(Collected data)
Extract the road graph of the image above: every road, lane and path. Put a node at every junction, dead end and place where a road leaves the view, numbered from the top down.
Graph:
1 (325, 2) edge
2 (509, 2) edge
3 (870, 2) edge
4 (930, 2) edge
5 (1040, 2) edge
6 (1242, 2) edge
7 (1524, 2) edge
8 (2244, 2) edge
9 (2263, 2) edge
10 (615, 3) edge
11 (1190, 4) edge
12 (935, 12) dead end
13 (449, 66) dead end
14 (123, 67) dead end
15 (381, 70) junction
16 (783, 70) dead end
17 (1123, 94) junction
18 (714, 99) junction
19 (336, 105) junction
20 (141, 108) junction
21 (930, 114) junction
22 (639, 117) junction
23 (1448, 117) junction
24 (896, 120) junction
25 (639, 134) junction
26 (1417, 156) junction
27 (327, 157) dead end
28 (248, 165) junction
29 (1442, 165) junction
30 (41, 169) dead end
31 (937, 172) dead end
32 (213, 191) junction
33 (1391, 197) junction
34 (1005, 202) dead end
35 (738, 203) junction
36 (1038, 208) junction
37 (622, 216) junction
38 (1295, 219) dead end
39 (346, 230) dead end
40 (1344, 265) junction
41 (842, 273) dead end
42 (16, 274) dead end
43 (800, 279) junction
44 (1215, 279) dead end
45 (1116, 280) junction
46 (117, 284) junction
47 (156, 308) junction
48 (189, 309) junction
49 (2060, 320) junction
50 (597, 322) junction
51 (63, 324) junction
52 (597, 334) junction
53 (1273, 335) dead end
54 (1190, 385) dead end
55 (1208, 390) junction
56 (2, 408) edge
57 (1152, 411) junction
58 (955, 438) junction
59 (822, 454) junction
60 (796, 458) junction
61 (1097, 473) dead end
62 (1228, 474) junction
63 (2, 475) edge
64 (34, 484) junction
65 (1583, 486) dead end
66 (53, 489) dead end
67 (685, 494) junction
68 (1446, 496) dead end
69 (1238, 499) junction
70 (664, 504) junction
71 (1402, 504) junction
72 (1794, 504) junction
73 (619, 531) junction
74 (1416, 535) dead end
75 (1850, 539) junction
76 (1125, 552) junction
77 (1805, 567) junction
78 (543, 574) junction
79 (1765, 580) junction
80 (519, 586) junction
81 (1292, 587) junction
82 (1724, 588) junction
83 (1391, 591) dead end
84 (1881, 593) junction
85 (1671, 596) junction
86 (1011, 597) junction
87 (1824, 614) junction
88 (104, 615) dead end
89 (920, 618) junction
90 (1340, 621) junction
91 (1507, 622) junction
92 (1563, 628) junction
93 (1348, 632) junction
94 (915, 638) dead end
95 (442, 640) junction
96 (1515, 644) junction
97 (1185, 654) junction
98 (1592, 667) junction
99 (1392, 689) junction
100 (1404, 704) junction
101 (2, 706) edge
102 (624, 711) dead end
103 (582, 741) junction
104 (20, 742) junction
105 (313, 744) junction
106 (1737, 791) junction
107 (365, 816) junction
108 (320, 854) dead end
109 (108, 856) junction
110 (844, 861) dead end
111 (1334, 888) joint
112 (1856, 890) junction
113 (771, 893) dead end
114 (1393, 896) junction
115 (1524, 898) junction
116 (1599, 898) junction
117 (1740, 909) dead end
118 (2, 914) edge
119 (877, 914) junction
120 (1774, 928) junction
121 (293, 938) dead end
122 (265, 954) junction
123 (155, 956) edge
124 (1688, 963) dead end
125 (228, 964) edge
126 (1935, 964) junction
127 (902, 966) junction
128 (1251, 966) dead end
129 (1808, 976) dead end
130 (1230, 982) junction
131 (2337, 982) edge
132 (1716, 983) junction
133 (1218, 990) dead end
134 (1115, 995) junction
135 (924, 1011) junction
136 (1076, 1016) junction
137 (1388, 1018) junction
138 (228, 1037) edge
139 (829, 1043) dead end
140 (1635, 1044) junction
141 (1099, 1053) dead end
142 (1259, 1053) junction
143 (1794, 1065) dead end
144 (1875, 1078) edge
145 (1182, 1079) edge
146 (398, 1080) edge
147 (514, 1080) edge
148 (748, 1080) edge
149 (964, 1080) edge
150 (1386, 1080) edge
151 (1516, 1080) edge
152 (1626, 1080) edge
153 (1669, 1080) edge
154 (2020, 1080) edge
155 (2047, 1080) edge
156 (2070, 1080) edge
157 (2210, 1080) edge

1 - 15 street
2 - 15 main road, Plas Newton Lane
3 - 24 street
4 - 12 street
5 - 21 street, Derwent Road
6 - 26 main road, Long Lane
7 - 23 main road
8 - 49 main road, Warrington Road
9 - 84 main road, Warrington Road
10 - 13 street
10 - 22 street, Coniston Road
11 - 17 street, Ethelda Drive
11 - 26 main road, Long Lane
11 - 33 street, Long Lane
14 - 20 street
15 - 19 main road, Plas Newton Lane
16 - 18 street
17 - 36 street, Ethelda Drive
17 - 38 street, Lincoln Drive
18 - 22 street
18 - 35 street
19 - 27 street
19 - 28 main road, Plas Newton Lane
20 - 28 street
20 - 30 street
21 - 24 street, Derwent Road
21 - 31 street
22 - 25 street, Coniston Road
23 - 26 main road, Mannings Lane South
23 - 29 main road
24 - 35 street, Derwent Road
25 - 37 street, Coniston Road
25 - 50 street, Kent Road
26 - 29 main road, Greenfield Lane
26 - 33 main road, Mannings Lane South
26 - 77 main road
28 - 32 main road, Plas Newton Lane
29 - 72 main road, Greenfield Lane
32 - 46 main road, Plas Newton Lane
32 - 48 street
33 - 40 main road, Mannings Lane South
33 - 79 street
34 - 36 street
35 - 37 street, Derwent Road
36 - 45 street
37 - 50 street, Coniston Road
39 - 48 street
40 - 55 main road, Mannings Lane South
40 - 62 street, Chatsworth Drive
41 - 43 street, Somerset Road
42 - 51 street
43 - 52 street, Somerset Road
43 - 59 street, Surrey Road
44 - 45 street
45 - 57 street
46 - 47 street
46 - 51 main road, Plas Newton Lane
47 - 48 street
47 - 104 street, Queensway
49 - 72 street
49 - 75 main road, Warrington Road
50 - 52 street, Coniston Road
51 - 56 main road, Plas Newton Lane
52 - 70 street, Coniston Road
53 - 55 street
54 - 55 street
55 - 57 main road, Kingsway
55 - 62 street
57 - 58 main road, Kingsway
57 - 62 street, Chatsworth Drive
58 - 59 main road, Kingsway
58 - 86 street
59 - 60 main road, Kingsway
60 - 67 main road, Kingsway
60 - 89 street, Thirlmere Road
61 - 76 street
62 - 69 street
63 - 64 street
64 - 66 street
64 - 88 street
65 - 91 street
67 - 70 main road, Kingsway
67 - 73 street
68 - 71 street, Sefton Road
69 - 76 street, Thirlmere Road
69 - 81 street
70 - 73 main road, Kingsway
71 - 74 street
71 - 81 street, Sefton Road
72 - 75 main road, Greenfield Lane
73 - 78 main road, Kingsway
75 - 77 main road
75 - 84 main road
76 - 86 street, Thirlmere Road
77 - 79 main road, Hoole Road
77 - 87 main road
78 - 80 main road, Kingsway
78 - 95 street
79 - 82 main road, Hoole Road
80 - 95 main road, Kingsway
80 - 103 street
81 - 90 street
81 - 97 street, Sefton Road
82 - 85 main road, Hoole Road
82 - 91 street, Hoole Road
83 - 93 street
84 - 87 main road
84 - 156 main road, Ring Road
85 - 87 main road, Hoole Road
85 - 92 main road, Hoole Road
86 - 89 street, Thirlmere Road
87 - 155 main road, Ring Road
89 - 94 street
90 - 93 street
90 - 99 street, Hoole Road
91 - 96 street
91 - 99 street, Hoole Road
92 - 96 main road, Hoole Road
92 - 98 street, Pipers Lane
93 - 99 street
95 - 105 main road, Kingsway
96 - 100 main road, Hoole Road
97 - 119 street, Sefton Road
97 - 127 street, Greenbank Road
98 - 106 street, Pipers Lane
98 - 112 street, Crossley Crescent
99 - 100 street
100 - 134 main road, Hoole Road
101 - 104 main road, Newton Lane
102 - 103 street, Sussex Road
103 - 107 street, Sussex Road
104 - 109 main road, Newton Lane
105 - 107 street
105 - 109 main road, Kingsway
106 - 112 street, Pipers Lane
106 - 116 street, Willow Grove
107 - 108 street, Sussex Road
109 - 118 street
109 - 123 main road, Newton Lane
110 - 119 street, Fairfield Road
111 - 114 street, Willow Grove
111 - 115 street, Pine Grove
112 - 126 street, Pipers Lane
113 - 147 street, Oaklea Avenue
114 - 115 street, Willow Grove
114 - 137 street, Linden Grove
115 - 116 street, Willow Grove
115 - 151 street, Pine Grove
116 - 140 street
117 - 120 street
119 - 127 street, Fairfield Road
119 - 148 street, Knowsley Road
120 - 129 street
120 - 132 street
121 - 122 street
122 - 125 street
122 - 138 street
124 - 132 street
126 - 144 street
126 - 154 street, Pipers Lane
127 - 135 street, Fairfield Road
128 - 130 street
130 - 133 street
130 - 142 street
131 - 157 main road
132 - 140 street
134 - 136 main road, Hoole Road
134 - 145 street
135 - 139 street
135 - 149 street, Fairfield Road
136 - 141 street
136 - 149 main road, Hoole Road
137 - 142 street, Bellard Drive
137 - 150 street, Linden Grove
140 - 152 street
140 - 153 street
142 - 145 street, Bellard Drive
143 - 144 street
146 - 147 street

> [TASK REQUIREMENTS]: Wherever the word "Ethelda" appears in the entries above, copy that whole line.

> [ANSWER TO THE PROBLEM]:
11 - 17 street, Ethelda Drive
17 - 36 street, Ethelda Drive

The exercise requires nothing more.